■ Provided records:
---+---

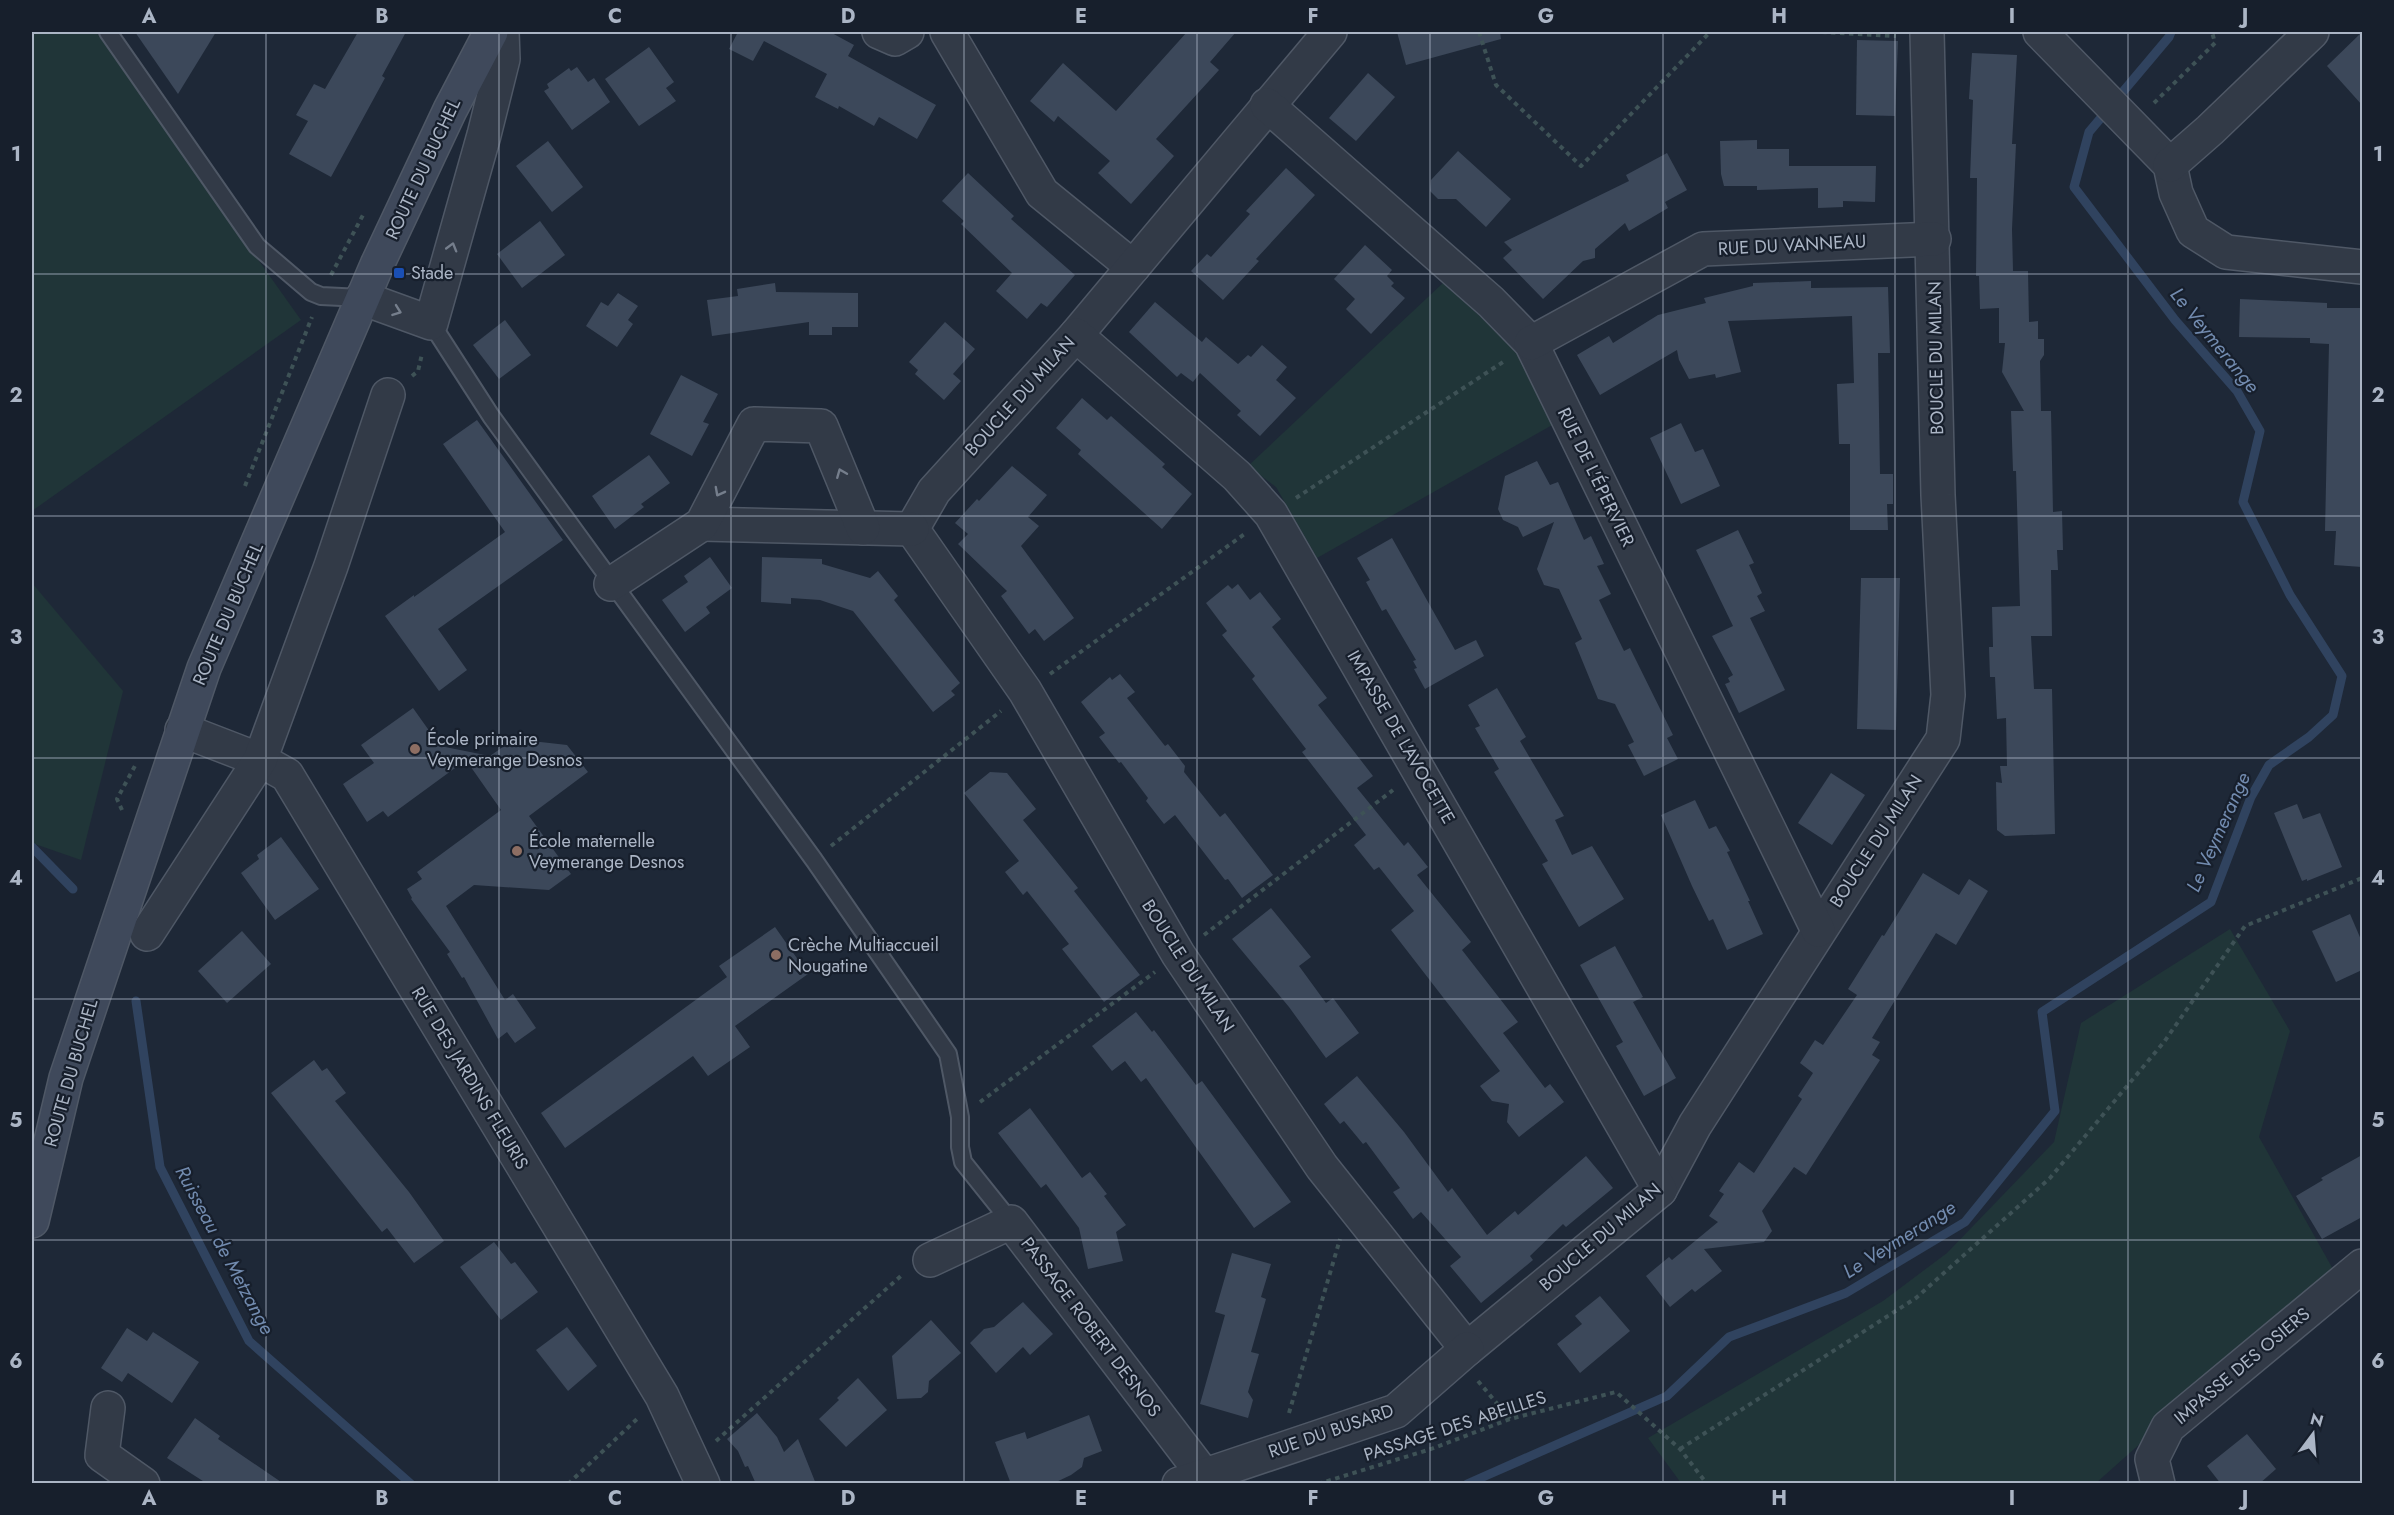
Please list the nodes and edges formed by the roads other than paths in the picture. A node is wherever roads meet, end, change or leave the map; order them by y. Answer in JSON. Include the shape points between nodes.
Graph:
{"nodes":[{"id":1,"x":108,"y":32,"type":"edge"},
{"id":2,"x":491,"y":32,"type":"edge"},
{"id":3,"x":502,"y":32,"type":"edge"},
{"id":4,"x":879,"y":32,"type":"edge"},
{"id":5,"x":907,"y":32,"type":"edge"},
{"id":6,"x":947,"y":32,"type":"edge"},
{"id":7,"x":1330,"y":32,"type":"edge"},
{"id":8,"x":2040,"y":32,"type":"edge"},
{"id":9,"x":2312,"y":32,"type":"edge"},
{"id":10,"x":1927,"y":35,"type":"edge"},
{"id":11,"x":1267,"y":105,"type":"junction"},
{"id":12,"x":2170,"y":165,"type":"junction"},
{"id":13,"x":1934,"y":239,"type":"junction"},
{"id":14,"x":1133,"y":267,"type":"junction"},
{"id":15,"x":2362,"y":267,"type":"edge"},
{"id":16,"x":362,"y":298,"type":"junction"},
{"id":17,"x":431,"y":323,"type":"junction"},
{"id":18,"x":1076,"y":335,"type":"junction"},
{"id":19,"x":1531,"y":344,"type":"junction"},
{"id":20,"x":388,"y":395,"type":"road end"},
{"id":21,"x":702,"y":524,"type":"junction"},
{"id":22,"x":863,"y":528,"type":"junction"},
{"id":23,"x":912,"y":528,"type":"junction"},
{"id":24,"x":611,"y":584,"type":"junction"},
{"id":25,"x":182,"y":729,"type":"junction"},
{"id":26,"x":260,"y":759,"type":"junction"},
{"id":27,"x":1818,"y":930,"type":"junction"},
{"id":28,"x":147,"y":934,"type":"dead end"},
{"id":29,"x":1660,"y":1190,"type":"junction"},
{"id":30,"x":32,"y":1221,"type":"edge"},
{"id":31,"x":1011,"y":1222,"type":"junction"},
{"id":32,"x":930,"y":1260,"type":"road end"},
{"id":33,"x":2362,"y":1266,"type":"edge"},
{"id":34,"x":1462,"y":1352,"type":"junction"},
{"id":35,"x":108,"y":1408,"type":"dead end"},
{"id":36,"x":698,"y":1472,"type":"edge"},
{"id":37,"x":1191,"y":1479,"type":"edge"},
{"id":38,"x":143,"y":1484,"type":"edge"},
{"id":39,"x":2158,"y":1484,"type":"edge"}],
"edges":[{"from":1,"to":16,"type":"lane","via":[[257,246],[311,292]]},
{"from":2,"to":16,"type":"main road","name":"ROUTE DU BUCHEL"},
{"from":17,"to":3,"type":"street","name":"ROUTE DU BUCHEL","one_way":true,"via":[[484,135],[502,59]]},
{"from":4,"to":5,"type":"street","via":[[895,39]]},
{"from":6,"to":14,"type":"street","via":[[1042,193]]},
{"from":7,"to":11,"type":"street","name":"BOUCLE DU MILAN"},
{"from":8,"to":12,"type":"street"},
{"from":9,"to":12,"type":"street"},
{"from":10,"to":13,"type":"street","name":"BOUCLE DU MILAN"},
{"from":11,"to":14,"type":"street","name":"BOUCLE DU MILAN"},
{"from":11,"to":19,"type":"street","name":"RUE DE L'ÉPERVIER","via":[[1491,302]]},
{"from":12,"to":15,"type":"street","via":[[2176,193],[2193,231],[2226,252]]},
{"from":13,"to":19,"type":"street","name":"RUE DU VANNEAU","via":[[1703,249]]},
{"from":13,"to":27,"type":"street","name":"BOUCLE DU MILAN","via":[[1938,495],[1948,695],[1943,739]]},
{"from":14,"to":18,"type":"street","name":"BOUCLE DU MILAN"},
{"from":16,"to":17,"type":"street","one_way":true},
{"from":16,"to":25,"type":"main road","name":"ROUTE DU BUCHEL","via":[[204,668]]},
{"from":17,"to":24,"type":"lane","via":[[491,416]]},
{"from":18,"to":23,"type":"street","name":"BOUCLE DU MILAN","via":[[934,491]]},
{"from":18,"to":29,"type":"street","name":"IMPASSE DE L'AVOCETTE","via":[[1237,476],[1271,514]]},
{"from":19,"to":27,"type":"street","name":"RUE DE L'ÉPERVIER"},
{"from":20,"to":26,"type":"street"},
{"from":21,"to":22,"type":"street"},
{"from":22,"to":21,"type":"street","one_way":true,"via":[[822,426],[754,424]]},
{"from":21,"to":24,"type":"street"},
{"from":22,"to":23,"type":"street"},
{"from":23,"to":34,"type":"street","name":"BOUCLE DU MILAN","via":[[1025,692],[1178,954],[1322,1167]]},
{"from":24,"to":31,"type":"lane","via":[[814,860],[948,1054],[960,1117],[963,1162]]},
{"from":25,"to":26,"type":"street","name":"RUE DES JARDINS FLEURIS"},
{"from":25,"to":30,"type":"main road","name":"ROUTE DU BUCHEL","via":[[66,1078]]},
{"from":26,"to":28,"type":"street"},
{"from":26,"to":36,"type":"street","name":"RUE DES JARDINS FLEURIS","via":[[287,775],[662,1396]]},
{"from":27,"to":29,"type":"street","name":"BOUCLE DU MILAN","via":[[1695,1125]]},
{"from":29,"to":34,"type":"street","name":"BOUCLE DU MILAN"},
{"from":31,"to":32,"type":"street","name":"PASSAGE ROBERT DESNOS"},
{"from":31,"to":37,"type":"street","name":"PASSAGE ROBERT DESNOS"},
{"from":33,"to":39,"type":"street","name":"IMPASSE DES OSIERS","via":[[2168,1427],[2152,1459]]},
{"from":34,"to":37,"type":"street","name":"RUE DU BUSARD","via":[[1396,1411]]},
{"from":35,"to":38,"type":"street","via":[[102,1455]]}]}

---+---

■ Brief:
Determine how many lines in the listing include the string "JARDINS", and answer with that number alone.

■ Written response:
2